The colocation based server has a /48 IPv6 prefix assigned to it, so a /56 can be used to route to the media PC acting as a router / gateway at home. A VPN tunnel can then be configured using the IPv4 address of the server so that the media PC can reach it as it has no native IPv6 connectivity.

Network implementation

There are many ways in which such a scheme could have been implemented, starting with the choice of VPN software, network configuration protocols and management / monitoring.

VPN software

The three main contenders in this space are OpenVPN, IPSec based solutions such as StrongSwan, and Wireguard.

OpenVPN

OpenVPN is a project which realizes a secure tunneling implementation through the use of a custom protocol which can be confgured to run over UDP or TCP, and which has two modes, static key mode and TLS mode. In static key mode OpenVPN allows the administrator to specify the HMAC {send, receive}, DATA {encrypt, decrypt} keys manually in the configuration file. In TLS mode, bidirectional authentication using X.509 certificates is supported, for example verifying that client certificates are signed by the appropriate VPN certificate authority. This mode generates the HMAC keying material using OpenSSL and exchanges it inside the TLS session. The packets related to session management and the data packets themselves are multiplexed over the same connection.

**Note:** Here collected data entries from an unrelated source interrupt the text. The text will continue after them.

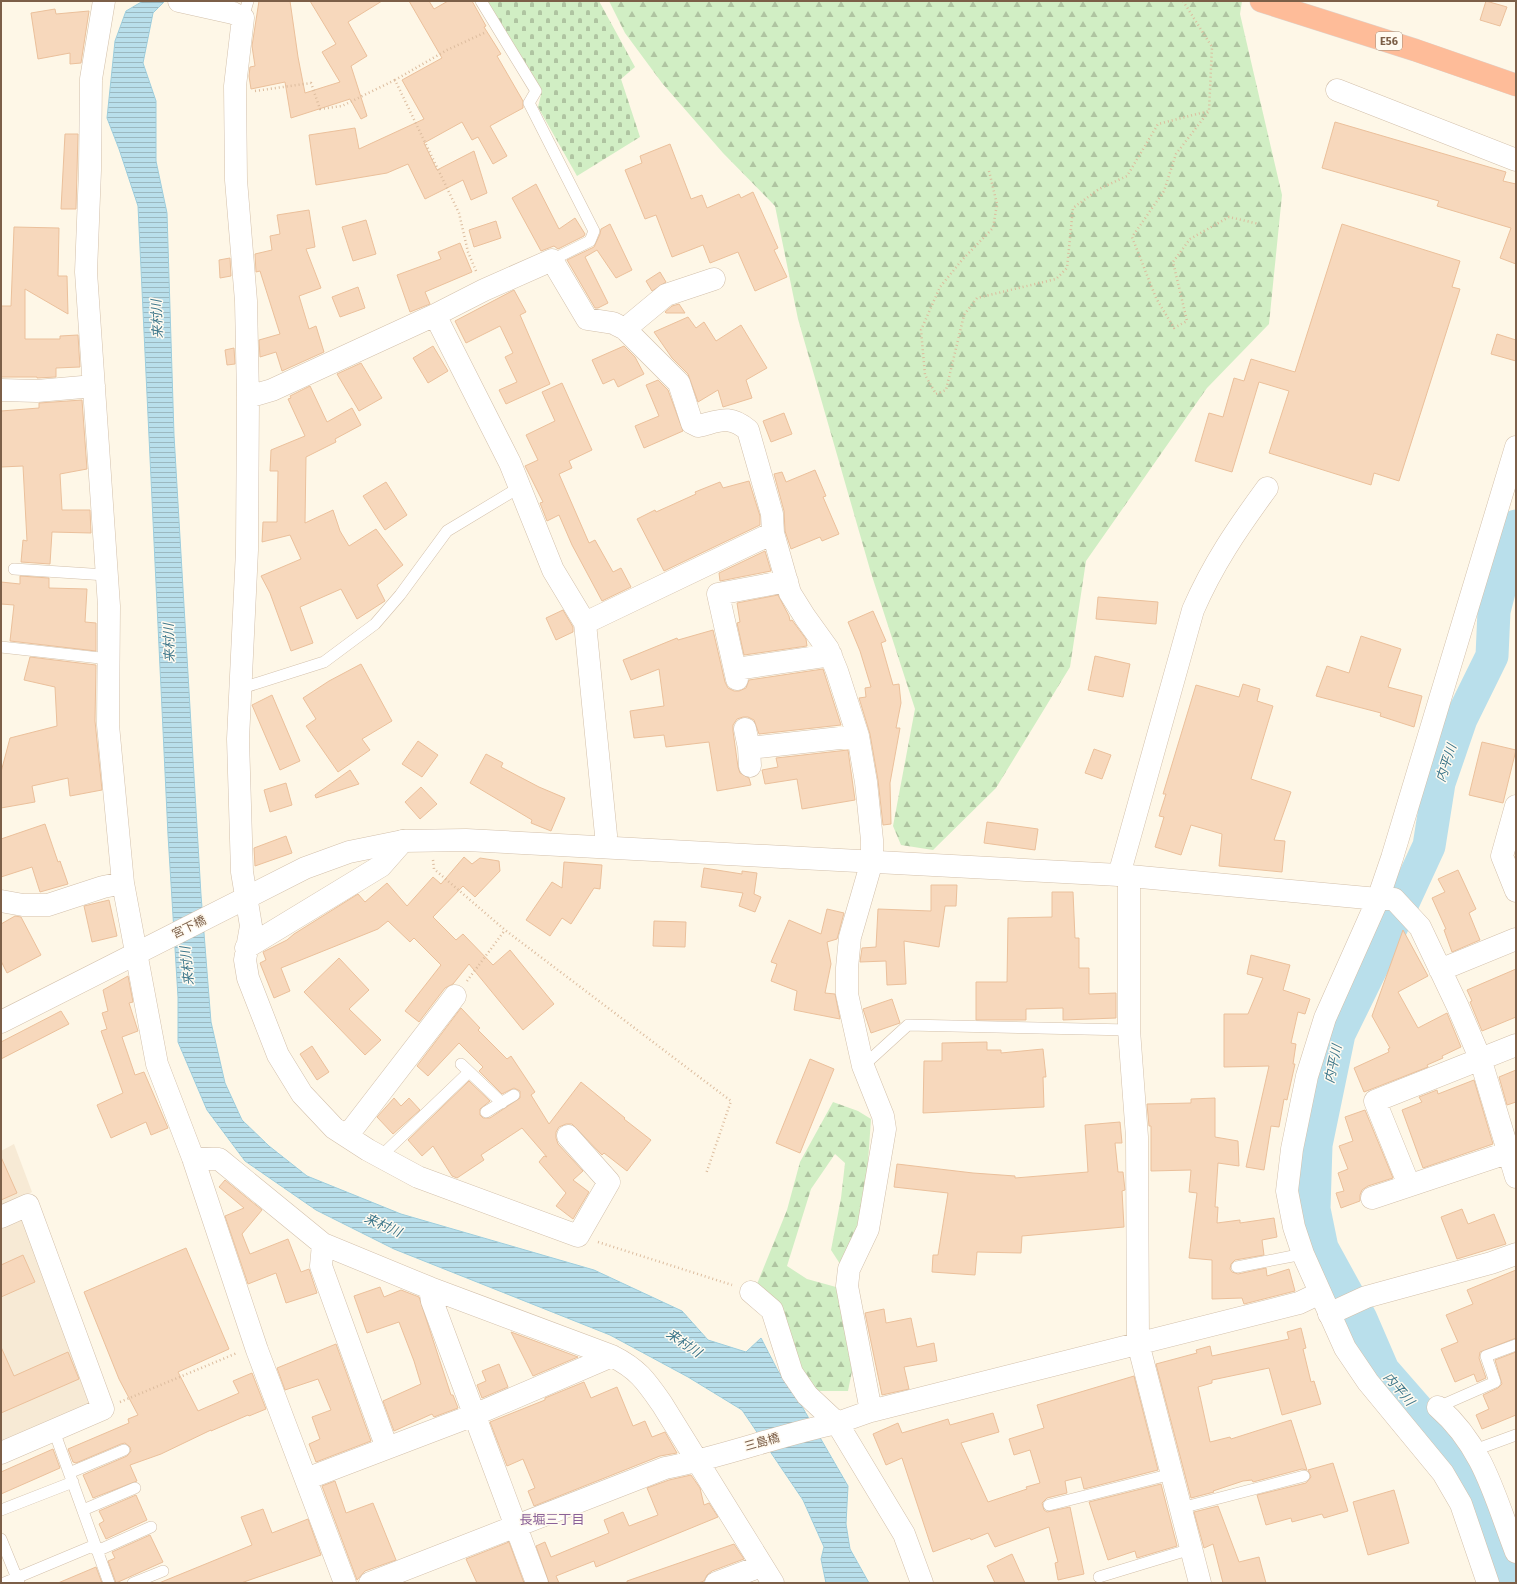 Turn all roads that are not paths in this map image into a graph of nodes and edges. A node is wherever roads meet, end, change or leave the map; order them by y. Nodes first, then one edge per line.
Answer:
1 (104, 1) edge
2 (179, 1) edge
3 (481, 1) edge
4 (1261, 1) edge
5 (241, 11) edge
6 (1516, 85) edge
7 (1336, 90) dead end
8 (1516, 160) edge
9 (552, 260) junction
10 (714, 278) dead end
11 (435, 315) junction
12 (625, 329) junction
13 (94, 386) junction
14 (1, 390) edge
15 (248, 398) junction
16 (1516, 447) edge
17 (520, 487) junction
18 (1266, 488) dead end
19 (772, 533) junction
20 (14, 569) dead end
21 (106, 575) junction
22 (787, 582) junction
23 (585, 623) junction
24 (1, 647) edge
25 (831, 655) junction
26 (109, 659) junction
27 (239, 689) junction
28 (858, 736) junction
29 (748, 747) dead end
30 (1516, 806) edge
31 (403, 841) junction
32 (605, 847) junction
33 (872, 861) junction
34 (1124, 875) junction
35 (123, 883) junction
36 (1516, 891) edge
37 (1386, 899) junction
38 (1, 901) edge
39 (239, 901) junction
40 (1516, 939) edge
41 (246, 948) junction
42 (140, 951) junction
43 (1440, 970) junction
44 (455, 996) road end
45 (1, 1022) edge
46 (1129, 1030) junction
47 (1516, 1045) edge
48 (1480, 1058) junction
49 (863, 1066) junction
50 (514, 1095) dead end
51 (502, 1103) junction
52 (486, 1112) dead end
53 (347, 1136) junction
54 (568, 1136) dead end
55 (1513, 1151) edge
56 (380, 1157) junction
57 (192, 1158) junction
58 (1516, 1177) edge
59 (1409, 1185) junction
60 (1372, 1198) dead end
61 (1, 1217) edge
62 (323, 1244) junction
63 (1303, 1254) junction
64 (1516, 1254) edge
65 (1237, 1267) dead end
66 (430, 1288) junction
67 (752, 1292) road end
68 (1320, 1293) junction
69 (1335, 1311) junction
70 (1138, 1343) junction
71 (1516, 1345) edge
72 (612, 1356) junction
73 (1438, 1406) joint
74 (871, 1412) junction
75 (474, 1415) junction
76 (837, 1422) junction
77 (54, 1431) junction
78 (1516, 1434) edge
79 (388, 1448) junction
80 (124, 1450) dead end
81 (1, 1453) edge
82 (1476, 1453) junction
83 (703, 1460) junction
84 (1172, 1474) junction
85 (1304, 1476) dead end
86 (71, 1477) junction
87 (306, 1479) junction
88 (136, 1488) dead end
89 (1049, 1505) dead end
90 (1181, 1508) junction
91 (1, 1510) edge
92 (83, 1510) junction
93 (515, 1526) junction
94 (151, 1527) dead end
95 (1512, 1530) edge
96 (1, 1539) edge
97 (96, 1548) junction
98 (1191, 1549) junction
99 (1516, 1552) edge
100 (163, 1571) dead end
101 (767, 1574) edge
102 (1099, 1577) dead end
103 (18, 1580) edge
104 (4, 1583) edge
105 (109, 1583) edge
106 (133, 1583) edge
107 (345, 1583) edge
108 (370, 1583) edge
109 (537, 1583) edge
110 (716, 1583) edge
111 (922, 1583) edge
112 (1200, 1583) edge
113 (1488, 1583) edge

1 - 13 street
2 - 5 street
3 - 9 lane
4 - 6 highway, E56
5 - 15 street
7 - 8 street
9 - 11 street
9 - 12 street
10 - 12 street
11 - 15 street
11 - 17 street
12 - 19 street
13 - 14 street
13 - 21 street
15 - 27 street
16 - 37 street
17 - 23 street
17 - 27 lane
18 - 34 street
19 - 22 street
19 - 23 street
20 - 21 lane
21 - 26 street
22 - 25 street
22 - 25 street
23 - 32 street
24 - 26 lane
25 - 28 street
26 - 35 street
27 - 39 street
28 - 29 street
28 - 33 street
30 - 36 street
31 - 32 street, 宮下橋
31 - 39 street, 宮下橋
31 - 41 street
32 - 33 street, 宮下橋
33 - 34 street, 宮下橋
33 - 49 street
34 - 37 street, 宮下橋
34 - 46 street
35 - 38 street
35 - 42 street
37 - 43 street
37 - 63 street
39 - 41 street
39 - 42 street, 宮下橋
40 - 43 street
41 - 53 street
42 - 45 street, 宮下橋
42 - 57 street
43 - 48 street
44 - 53 street
46 - 49 lane
46 - 70 street
47 - 48 street
48 - 55 street
48 - 59 street
49 - 74 street
50 - 51 lane
51 - 52 lane
51 - 56 lane
53 - 56 street
54 - 56 street
55 - 58 street
55 - 59 street
57 - 62 street
57 - 87 street
59 - 60 street
61 - 77 street
62 - 66 street
62 - 79 street
63 - 65 lane
63 - 68 street
64 - 69 street
66 - 72 street
66 - 75 street
67 - 76 street
68 - 69 street
68 - 70 street, 三島橋
69 - 113 street
70 - 74 street, 三島橋
70 - 84 street
71 - 73 lane
72 - 75 street
72 - 83 street
73 - 82 street
74 - 76 street, 三島橋
75 - 79 street
75 - 93 street
76 - 83 street, 三島橋
76 - 111 street
77 - 81 street
77 - 86 lane
78 - 82 lane
79 - 87 street
80 - 86 lane
82 - 95 street
83 - 93 street, 三島橋
83 - 101 street
84 - 89 lane
84 - 90 street
85 - 90 lane
86 - 91 lane
86 - 92 lane
87 - 107 street
88 - 92 lane
90 - 98 street
92 - 97 lane
93 - 108 street, 三島橋
93 - 109 street
94 - 97 lane
95 - 99 street
96 - 103 lane
97 - 103 lane
97 - 105 lane
98 - 102 lane
98 - 112 street
100 - 106 lane
101 - 110 street
103 - 104 lane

Each packet which is transmitted contains:

  • A (keyed) Hash based Message Authentication Code (HMAC) over (explicit IV, encrypted envelope). The outer HMAC protects the IV and encrypted envelope from being forged (i.e. makes it harder to perform a denial of service attack by flooding invalid packets).
  • The explicit IV is the value used to initialize the encryption routine.

More information can be found at the OpenVPN security overview page4.

IPSec

Internet Protocol Security (IPSec) is actually a collection of protocols defined in various RFCs5, and is very widely supported across many operating systems, devices, and vendors. The quality of support varies because there are numerous ways in which IPSec can be used (i.e. which authentication modes are supported, which cipher suites are used, etc), and many of the implementations available in commercial hardware are closed source and confidential, so it is difficult to assess the quality of the implementation in a white box manner.

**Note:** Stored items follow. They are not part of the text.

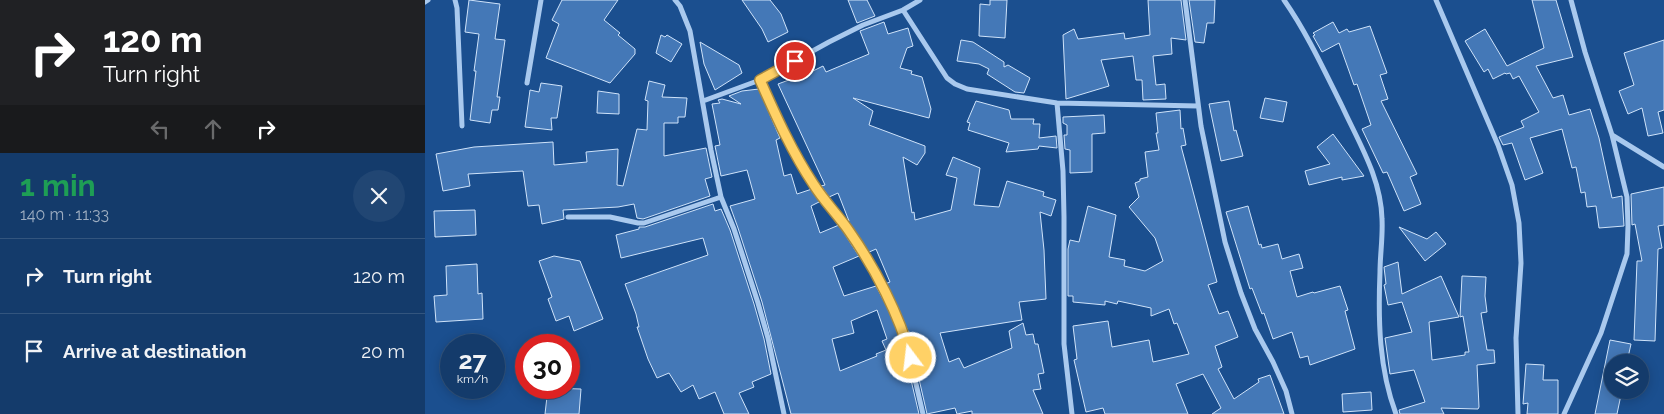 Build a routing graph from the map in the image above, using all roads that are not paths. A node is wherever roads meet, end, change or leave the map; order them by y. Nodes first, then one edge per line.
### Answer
1 (455, 0) edge
2 (541, 0) edge
3 (675, 0) edge
4 (920, 0) edge
5 (1185, 0) edge
6 (1284, 0) edge
7 (1436, 0) edge
8 (1571, 0) edge
9 (903, 10) junction
10 (760, 80) junction
11 (527, 83) dead end
12 (703, 101) junction
13 (1057, 103) junction
14 (1198, 106) junction
15 (462, 126) dead end
16 (1612, 135) junction
17 (1664, 167) edge
18 (721, 197) junction
19 (568, 217) dead end
20 (783, 414) edge
21 (923, 414) edge
22 (1072, 414) edge
23 (1292, 414) edge
24 (1396, 414) edge
25 (1518, 414) edge
26 (1564, 414) edge

1 - 15 street
2 - 11 street
3 - 12 street
4 - 9 street
5 - 14 street
6 - 24 street
7 - 25 street
8 - 16 street
9 - 10 street
9 - 13 street
10 - 12 street
10 - 21 street
12 - 18 street
13 - 14 street
13 - 22 street
14 - 23 street
16 - 17 street
16 - 26 street
18 - 19 street
18 - 20 street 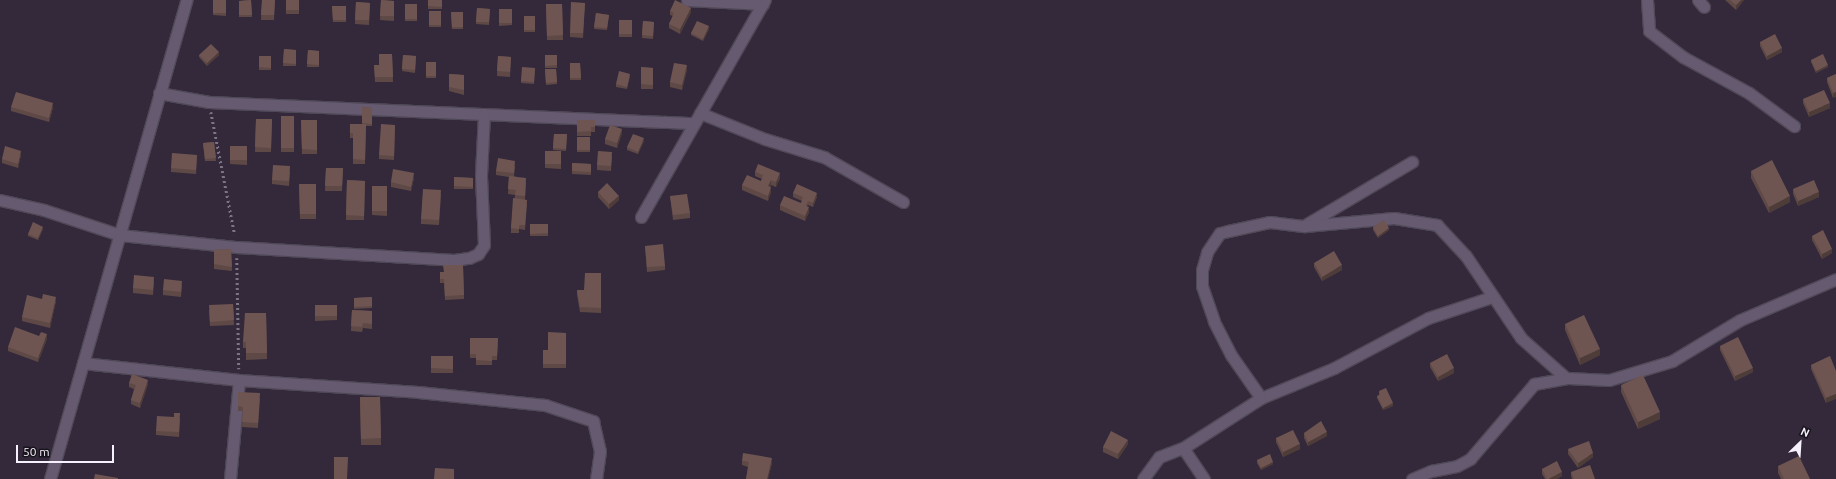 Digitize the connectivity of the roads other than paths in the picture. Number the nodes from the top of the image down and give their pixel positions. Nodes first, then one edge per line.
1 (186, 0) edge
2 (687, 0) edge
3 (1647, 0) edge
4 (764, 2) edge
5 (159, 93) junction
6 (700, 113) junction
7 (484, 114) junction
8 (694, 123) junction
9 (1794, 126) dead end
10 (1412, 162) dead end
11 (0, 200) edge
12 (904, 202) dead end
13 (641, 217) dead end
14 (1305, 226) junction
15 (120, 234) junction
16 (1836, 279) edge
17 (1492, 297) junction
18 (83, 362) junction
19 (1566, 378) junction
20 (240, 380) junction
21 (1261, 398) junction
22 (1183, 448) junction
23 (50, 479) edge
24 (230, 479) edge
25 (596, 479) edge
26 (1143, 479) edge
27 (1204, 479) edge
28 (1412, 479) edge

1 - 5 street
2 - 4 street
3 - 9 street
4 - 6 street
5 - 7 street
5 - 15 street
6 - 8 street
6 - 12 street
7 - 8 street
7 - 15 street
8 - 13 street
10 - 14 street
11 - 15 street
14 - 17 street
14 - 21 street
15 - 18 street
16 - 19 street
17 - 19 street
17 - 21 street
18 - 20 street
18 - 23 street
19 - 28 street
20 - 24 street
20 - 25 street
21 - 22 street
22 - 26 street
22 - 27 street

The protocol itself consists of several components, which can briefly be examined to familiarize ourselves with how this scheme actually works.

A Security Association (SA) is like a connection in the sense that it maintains the state of the current relationship between two IPSec endpoints. It contains which algorithms are being used for the packet encryption, and which MAC function is being used for the integrity checks. On a given system running IPSec, different packets can be processed differently (i.e. sent with different SA’s / different parameters) through the use of the Security Parameter Index (SPI), which is just an index into the list of security associations the host is maintaining.

The Encapsulated Security Payload (ESP) packet is the actual payload carrying packet 6, and consists of the following fields:

  • Security Parameters Index (SPI): used to identify which SA is used to encrypt / verify this packet,
  • Monotonically increasing sequence number,
  • Payload data itself,
  • Padding which is used to match the cipher block size,
  • Pad length,
  • Next header,
  • Integrity check value,

There are some interesting choices here, we can see that the next header and pad length and visible in the clear as well as a sequence number. This means that a passive observer is able to:

  • Link flows together even if they have gone through a NAT, or easily count the number of packets which have been sent and received due to the monotonic nature of the sequence number.
  • Know the length of each packet because the pad length is in the clear.
  • Know what the payload type is from the next header value.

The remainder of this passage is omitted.